No one is immune to stress. It's a part of life, whether from a harried schedule or money problems, from strained relationships or illness.
People respond to and rate stress differently, but stress is usually defined as a negative feeling, according to Mental Health America (MHA).
Much of the stress we complain of is tied to everyday responsibilities, MHA says. And not all stress is easily recognizable by us. But our bodies respond automatically: increasing blood pressure, hear rate, breathing, metabolism, and blood flow to your muscles, MHA says. This response is valuable when fleeing a dangerous situation, but when you face stressful situations daily, the result can affect your health, weakening your immune system and leaving you more susceptible to illness.
By understanding what is causing you stress, you may be able to make changes to help you feel more in control.
People are affected differently by stressors. Some feel overwhelmed about lack of time, others are more irritable and less patient, and some are unable to focus well.
Stress can cause physical, emotional, and behavioral problems that can affect your health, as well as your personal and professional relationships, MHA says. Too much stress can cause relatively minor illnesses such as insomnia, backaches, or headaches, and can contribute to potentially life-threatening diseases like high blood pressure and heart disease. Stress also is strongly linked to depression.
Dealing effectively with stressors takes determination, persistence, and time, MHA says. Here are suggestions for coping with stressors; some may help immediately, but others may help in the long term. Learn to accept or change stressful situations when you can.
If you feel overwhelmed by your (or your family's) hectic schedule, figure out what you can eliminate—and learn to say no to new responsibilities, MHA says. Tell family and friends why you are making changes, and be willing to listen to other people's suggestions.
You're not superman or superwoman, so don't expect perfection from yourself—or others, MHA says. Be realistic about what you can accomplish, and don't hesitate to ask for help if you need it.

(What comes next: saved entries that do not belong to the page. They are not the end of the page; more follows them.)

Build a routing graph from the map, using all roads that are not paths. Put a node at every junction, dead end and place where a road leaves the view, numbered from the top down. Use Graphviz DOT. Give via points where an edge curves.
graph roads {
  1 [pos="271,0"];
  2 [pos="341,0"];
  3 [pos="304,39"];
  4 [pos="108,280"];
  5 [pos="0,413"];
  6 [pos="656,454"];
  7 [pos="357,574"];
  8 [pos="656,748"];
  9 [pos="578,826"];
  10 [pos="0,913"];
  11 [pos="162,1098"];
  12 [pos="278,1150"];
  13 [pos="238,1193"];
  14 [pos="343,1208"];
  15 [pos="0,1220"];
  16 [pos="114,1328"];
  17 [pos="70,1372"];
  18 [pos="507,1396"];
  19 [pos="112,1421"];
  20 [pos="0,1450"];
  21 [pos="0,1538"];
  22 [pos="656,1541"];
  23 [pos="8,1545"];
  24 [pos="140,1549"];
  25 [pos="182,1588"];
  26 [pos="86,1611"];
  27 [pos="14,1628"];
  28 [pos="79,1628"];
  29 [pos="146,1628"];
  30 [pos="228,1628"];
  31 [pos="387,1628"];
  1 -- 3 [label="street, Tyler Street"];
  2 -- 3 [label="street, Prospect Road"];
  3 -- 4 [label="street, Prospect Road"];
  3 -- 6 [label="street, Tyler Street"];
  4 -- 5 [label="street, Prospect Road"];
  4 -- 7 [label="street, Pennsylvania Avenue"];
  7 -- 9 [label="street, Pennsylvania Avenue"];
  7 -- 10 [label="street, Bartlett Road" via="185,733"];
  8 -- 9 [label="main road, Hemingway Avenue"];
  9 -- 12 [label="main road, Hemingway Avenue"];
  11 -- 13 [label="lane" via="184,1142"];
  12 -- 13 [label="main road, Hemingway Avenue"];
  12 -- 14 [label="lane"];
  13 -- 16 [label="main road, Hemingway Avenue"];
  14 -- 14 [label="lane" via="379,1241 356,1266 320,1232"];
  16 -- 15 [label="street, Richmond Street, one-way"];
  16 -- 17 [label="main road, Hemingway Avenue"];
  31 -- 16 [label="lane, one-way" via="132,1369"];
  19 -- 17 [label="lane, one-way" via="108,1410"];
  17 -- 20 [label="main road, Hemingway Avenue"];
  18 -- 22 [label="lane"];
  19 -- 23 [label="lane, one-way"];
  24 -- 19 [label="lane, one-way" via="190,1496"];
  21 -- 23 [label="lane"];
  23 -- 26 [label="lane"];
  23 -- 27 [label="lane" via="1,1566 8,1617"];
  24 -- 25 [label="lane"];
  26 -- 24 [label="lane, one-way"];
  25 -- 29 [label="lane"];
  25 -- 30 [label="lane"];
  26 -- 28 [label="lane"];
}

Focus on one task you need to do at a time. Decide which is the most urgent and tackle that one first. From there, go down your list one at a time. This will help keep you from feeling overwhelmed.
It's OK to lean on others at times. Taking time to talk with friends and family about what's bothering you can make a real difference, MHA says. Instead of simply complaining about issues, talk about ways to solve the problems causing your stress. And, if your stressors become overwhelming, your next step should be turning to a mental health professional.
Step away from your stress by setting aside time for exercise, leisure, and relaxation. Don't use leisure time as a reward for completing work or chores. Build it into your schedule all through the year.
Some people like quietness and can use relaxation exercises such as meditation to ease their stress because they find it refreshing and restorative. Other people like to be active and are more apt to find physical activities, such as walking, running, or other exercise, to be beneficial.
Whichever style is appropriate for you, it's important to make time to de-stress regularly. In the long run, using small moments to escape your stressors can protect you from many of the damaging effects of stress.
Here are other ways to increase your coping ability:
Concentrate on the present. Don't dwell on problems in your past or worries about your future.
Maintain a daily routine. A familiar pattern can increase security when stress seems to be taking over.
Take deep-breath breaks several times a day. Even brief stress breaks of 10 to 15 minutes can be helpful.
Get regular, adequate amounts of sleep. Most people need from six to 10 hours per night.